Since $\mathcal F$ and $\mathcal G$ are uniformly integrable, define
\begin{align*}
M_{\mathcal F}:=\sup_{f\in\mathcal F}\int_E |f|\,d\mu(x)
\end{align*}
and
\begin{align*}
M_{\mathcal G}:=\sup_{g\in\mathcal G}\int_E |g|\,d\mu(x).
\end{align*}
Then $M_{\mathcal F}<\infty$ and $M_{\mathcal G}<\infty$. Also, for each $\eta>0$, there are positive numbers $\delta_{\mathcal F}(\eta)>0$ and $\delta_{\mathcal G}(\eta)>0$ such that, whenever $A\in\mathcal E$,
\begin{align*}
\mu(A)<\delta_{\mathcal F}(\eta)\implies \sup_{f\in\mathcal F}\int_A |f|\,d\mu(x)<\eta
\end{align*}
and
\begin{align*}
\mu(A)<\delta_{\mathcal G}(\eta)\implies \sup_{g\in\mathcal G}\int_A |g|\,d\mu(x)<\eta.
\end{align*}
[/step]
[step:Prove uniform integrability of fixed linear combinations]

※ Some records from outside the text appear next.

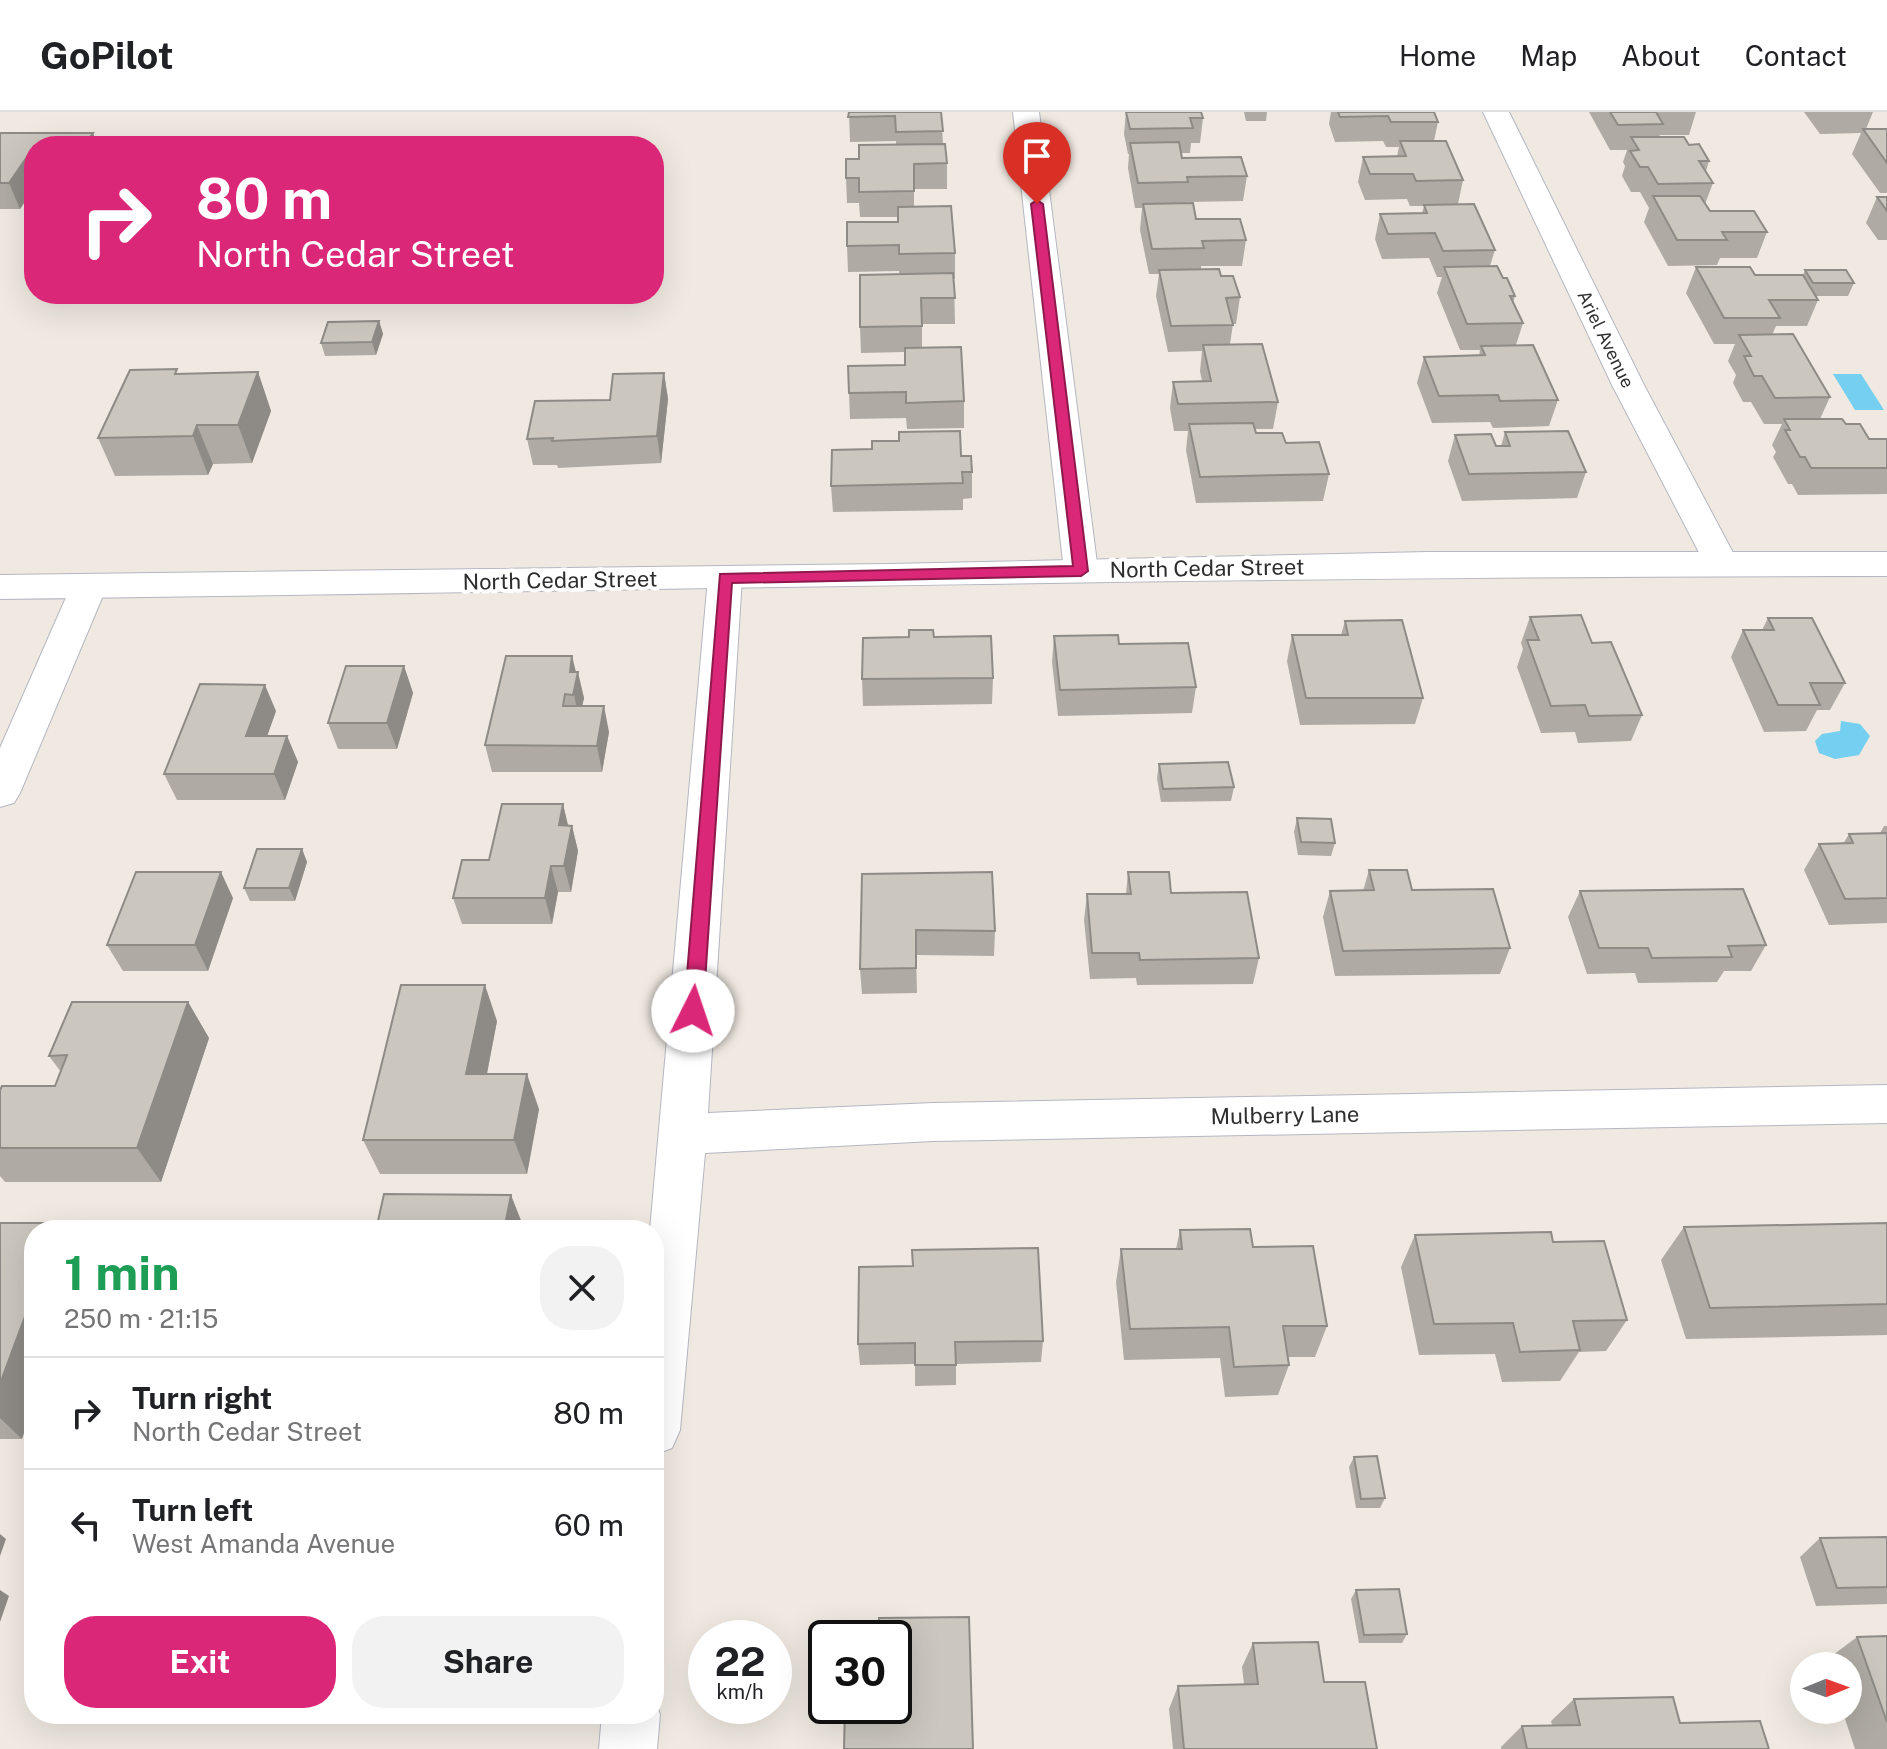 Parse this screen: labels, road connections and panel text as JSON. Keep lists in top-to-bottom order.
{
  "streets": {
    "street": ["Ariel Avenue", "North Cedar Street", "Mulberry Lane"]
  },
  "crossings": [
    ["Ariel Avenue", "North Cedar Street"]
  ],
  "north": "right",
  "page": {
    "header": "GoPilot",
    "nav": [
      "Home",
      "Map",
      "About",
      "Contact"
    ],
    "turn": ["80 m", "North Cedar Street"],
    "heading": ["1 min", "250 m · 21:15"],
    "list": [
      {
        "name": "Turn right",
        "note": "North Cedar Street",
        "value": "80 m"
      },
      {
        "name": "Turn left",
        "note": "West Amanda Avenue",
        "value": "60 m"
      }
    ],
    "buttons": ["Exit", "Share"],
    "speed": "22 km/h",
    "limit": "30"
  }
} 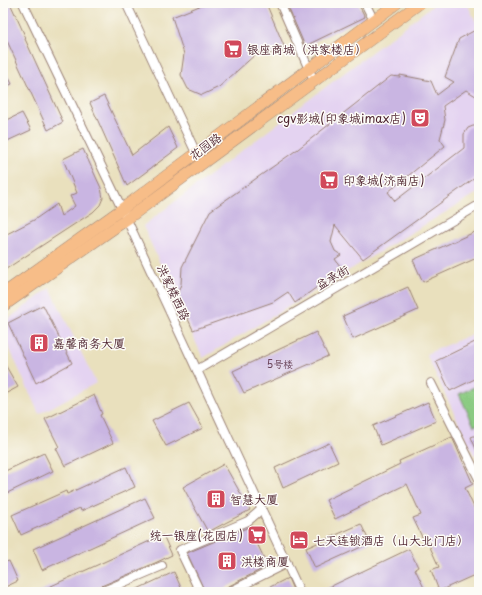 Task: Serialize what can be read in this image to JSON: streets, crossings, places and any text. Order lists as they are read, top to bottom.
{
  "streets": {
    "main road": ["花园路"],
    "street": ["益承街", "洪家楼西路"]
  },
  "crossings": [
    ["花园路", "洪家楼西路"],
    ["益承街", "洪家楼西路"]
  ],
  "places": {
    "supermarket": ["银座商城（洪家楼店）", "印象城(济南店)", "统一银座(花园店)"],
    "theatre": ["cgv影城(印象城imax店)"],
    "building": ["嘉馨商务大厦", "智慧大厦", "洪楼商厦"],
    "hotel": ["七天连锁酒店（山大北门店）"]
  },
  "house_numbers": ["5号楼"]
} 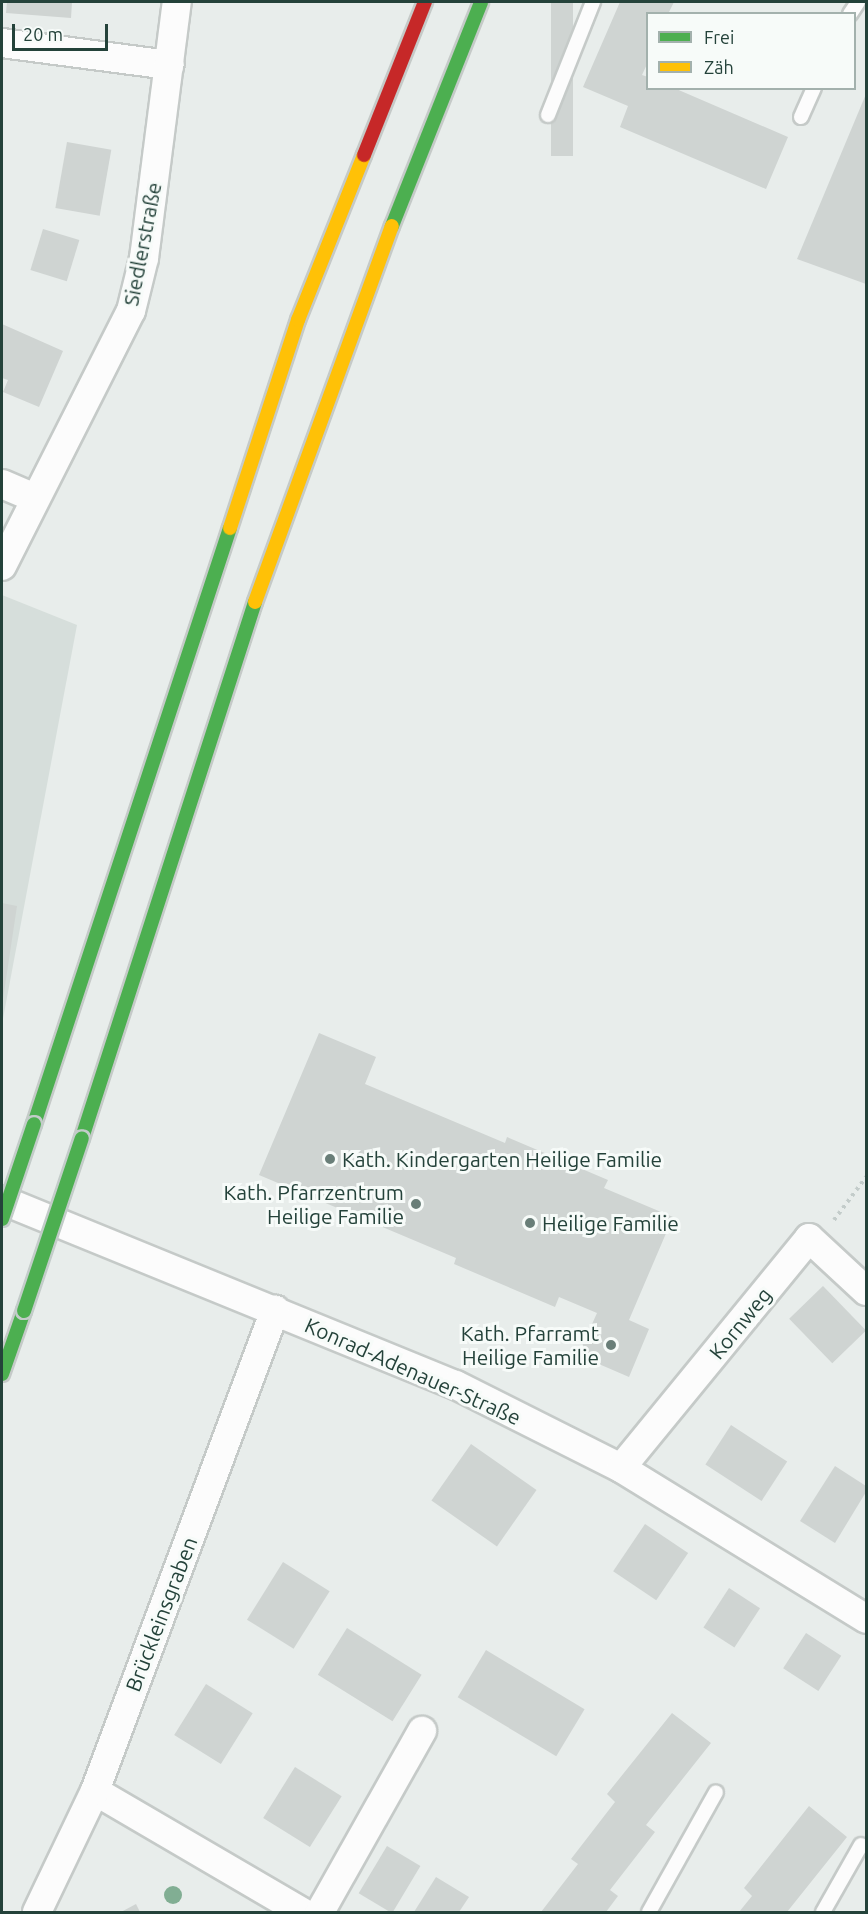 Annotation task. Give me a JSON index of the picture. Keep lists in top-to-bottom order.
{
  "streets": {
    "street": [
      "Siedlerstraße",
      "Kornweg",
      "Konrad-Adenauer-Straße",
      "Brückleinsgraben"
    ]
  },
  "crossings": [
    ["Kornweg", "Konrad-Adenauer-Straße"],
    ["Konrad-Adenauer-Straße", "Brückleinsgraben"]
  ],
  "places": [
    "Kath. Kindergarten Heilige Familie",
    "Kath. Pfarrzentrum Heilige Familie",
    "Heilige Familie",
    "Kath. Pfarramt Heilige Familie"
  ],
  "legend": ["Frei", "Zäh"],
  "scale_bar": "20 m"
} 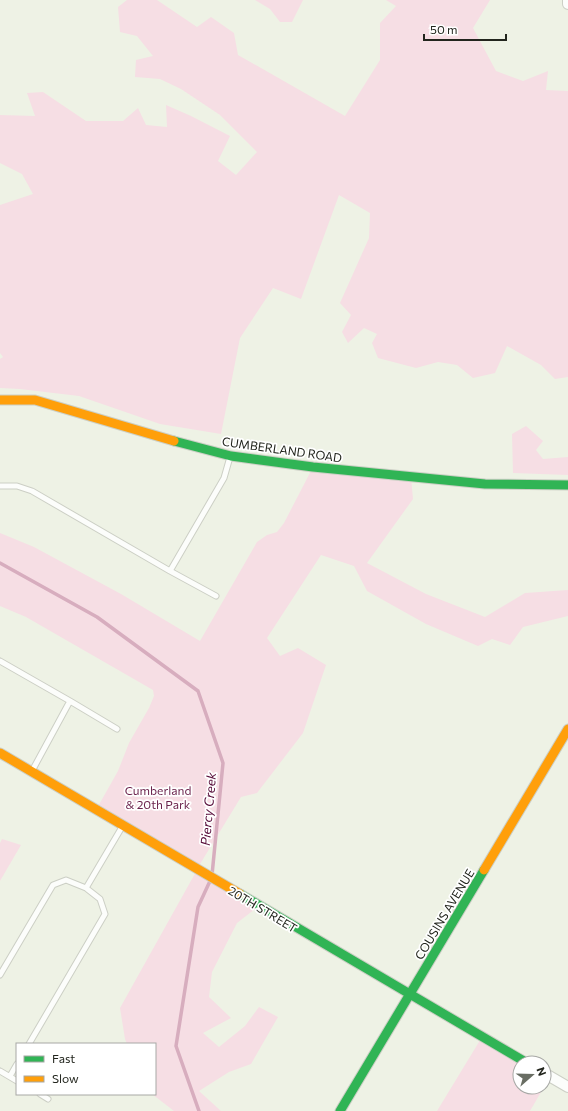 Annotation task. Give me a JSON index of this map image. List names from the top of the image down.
{
  "streets": {
    "street": ["CUMBERLAND ROAD", "20TH STREET", "COUSINS AVENUE"]
  },
  "crossings": [
    ["20TH STREET", "COUSINS AVENUE"]
  ],
  "water": ["Piercy Creek"],
  "parks": ["Cumberland & 20th Park"],
  "legend": ["Fast", "Slow"],
  "scale_bar": "50 m",
  "north": "right"
} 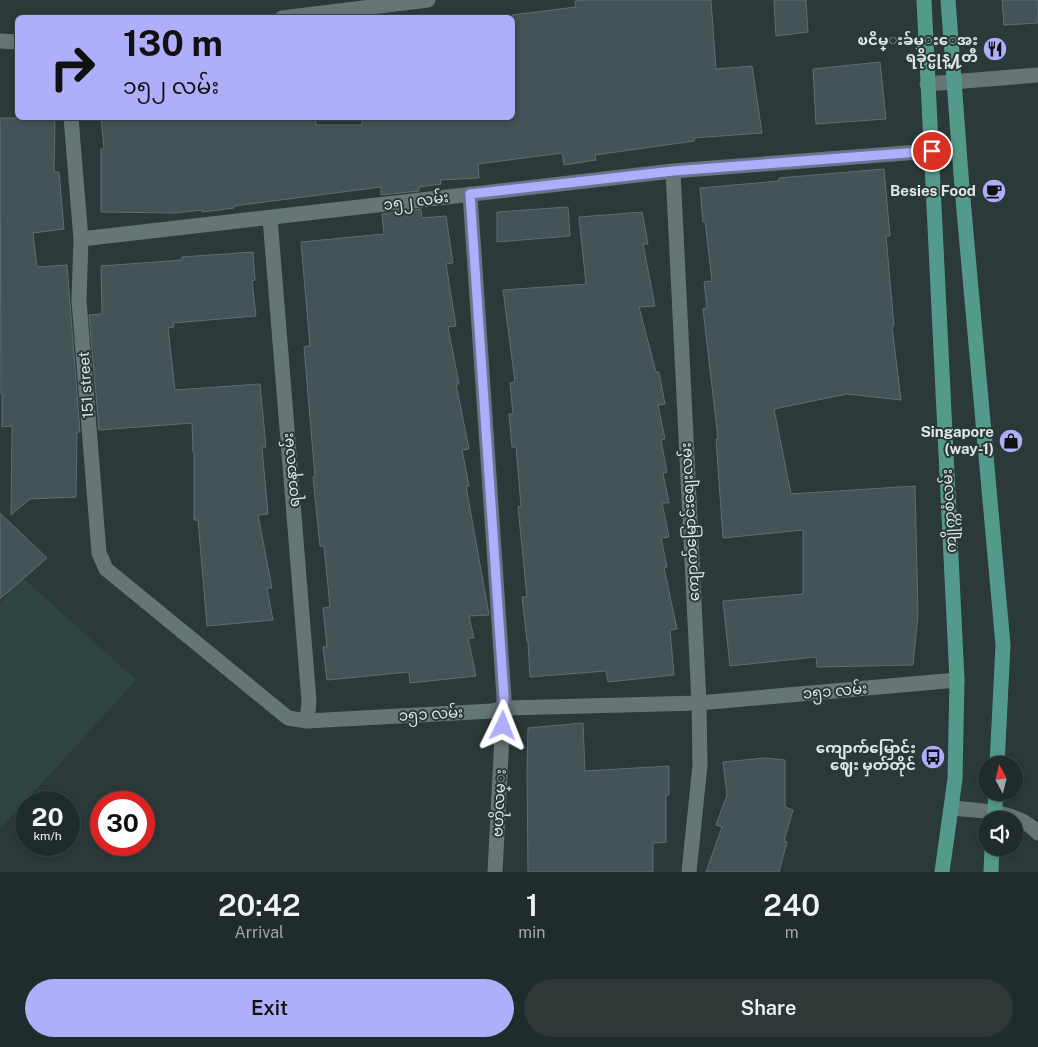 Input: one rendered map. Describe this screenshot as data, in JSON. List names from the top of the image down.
{
  "streets": {
    "main road": ["ကျိုက္ကစံလမ်း"],
    "street": [
      "၁၅၂ လမ်း",
      "151 street",
      "ရတနာလမ်း",
      "ကျောက်မြောင်းစျေးလမ်း",
      "၁၅၁ လမ်း",
      "ဗဟိုလမ္း"
    ]
  },
  "crossings": [
    ["၁၅၂ လမ်း", "151 street"],
    ["၁၅၂ လမ်း", "ရတနာလမ်း"],
    ["၁၅၂ လမ်း", "ကျိုက္ကစံလမ်း"],
    ["၁၅၂ လမ်း", "ကျောက်မြောင်းစျေးလမ်း"],
    ["၁၅၂ လမ်း", "ဗဟိုလမ္း"],
    ["151 street", "၁၅၁ လမ်း"],
    ["ရတနာလမ်း", "၁၅၁ လမ်း"],
    ["ကျိုက္ကစံလမ်း", "၁၅၁ လမ်း"],
    ["ကျောက်မြောင်းစျေးလမ်း", "၁၅၁ လမ်း"],
    ["၁၅၁ လမ်း", "ဗဟိုလမ္း"]
  ],
  "places": {
    "restaurant": ["ၿငိမ္းခ်မ္းေအး ရခိုင္မုန္႔တီ"],
    "cafe": ["Besies Food"],
    "shop": ["Singapore (way-1)"],
    "bus stop": ["ကျောက်မြောင်း ဈေး မှတ်တိုင်"]
  },
  "north": "top",
  "page": {
    "turn": ["130 m", "၁၅၂ လမ်း"],
    "speed": "20 km/h",
    "limit": "30",
    "eta": [
      "20:42",
      "Arrival",
      "1",
      "min",
      "240",
      "m"
    ],
    "buttons": ["Exit", "Share"]
  }
} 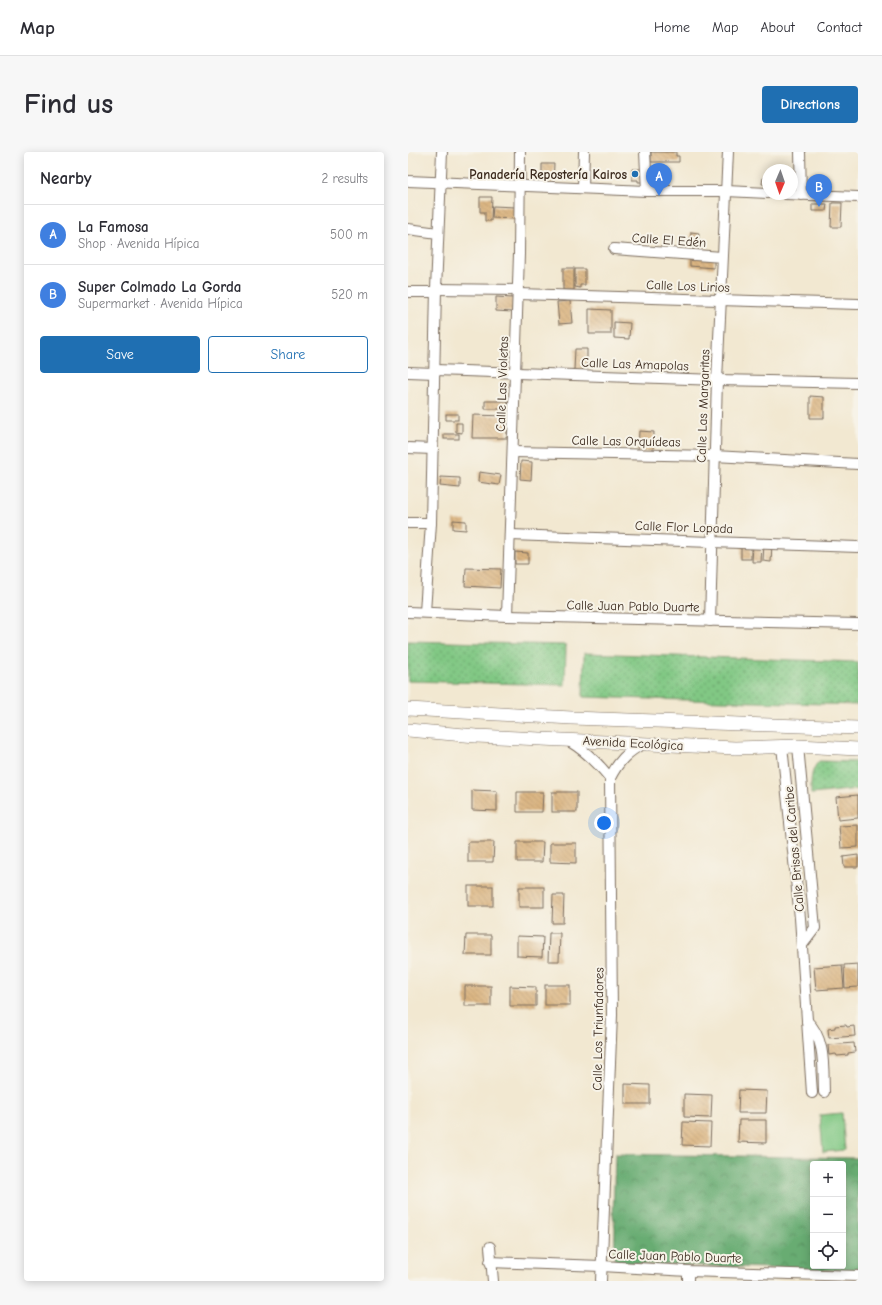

Let $\alpha:=|a|$ and $\beta:=|b|$. For arbitrary $f\in\mathcal F$ and $g\in\mathcal G$, the representative $af+bg$ is integrable because
\begin{align*}
|af+bg|\le \alpha |f|+\beta |g|
\end{align*}
$\mu$-a.e. Hence
\begin{align*}
\int_E |af+bg|\,d\mu(x)\le \alpha\int_E |f|\,d\mu(x)+\beta\int_E |g|\,d\mu(x).
\end{align*}
Taking the supremum over $f\in\mathcal F$ and $g\in\mathcal G$ gives
\begin{align*}
\sup_{u\in a\mathcal F+b\mathcal G}\int_E |u|\,d\mu(x)\le \alpha M_{\mathcal F}+\beta M_{\mathcal G}<\infty.
\end{align*}
It remains to prove the small-set estimate. Let $\varepsilon>0$ be given. If $\alpha>0$, set
\begin{align*}
\eta_{\mathcal F}:=\frac{\varepsilon}{2\alpha}.
\end{align*}
If $\alpha=0$, choose any positive value for $\eta_{\mathcal F}$ and ignore the $\mathcal F$ contribution. If $\beta>0$, set
\begin{align*}
\eta_{\mathcal G}:=\frac{\varepsilon}{2\beta}.
\end{align*}
If $\beta=0$, choose any positive value for $\eta_{\mathcal G}$ and ignore the $\mathcal G$ contribution. Define
\begin{align*}
\delta:=\min\{\delta_{\mathcal F}(\eta_{\mathcal F}),\delta_{\mathcal G}(\eta_{\mathcal G})\}.
\end{align*}
For every $A\in\mathcal E$ with $\mu(A)<\delta$ and every $f\in\mathcal F$, $g\in\mathcal G$, the triangle inequality and monotonicity of the integral give
\begin{align*}
\int_A |af+bg|\,d\mu(x)\le \alpha\int_A |f|\,d\mu(x)+\beta\int_A |g|\,d\mu(x).
\end{align*}
If $\alpha>0$ and $\beta>0$, the definition of $\delta$ gives
\begin{align*}
\int_A |af+bg|\,d\mu(x)<\alpha\eta_{\mathcal F}+\beta\eta_{\mathcal G}=\varepsilon.
\end{align*}
If one of $\alpha,\beta$ is zero, the corresponding term is identically zero, and the same estimate follows from the nonzero term. If $\alpha=\beta=0$, the family $a\mathcal F+b\mathcal G$ consists only of the zero element of $L^1(E,\mathcal E,\mu)$ and the estimate is immediate. Therefore $a\mathcal F+b\mathcal G$ is uniformly integrable.
[guided]
Let us prove the two requirements in the definition of uniform integrability for the family $a\mathcal F+b\mathcal G$.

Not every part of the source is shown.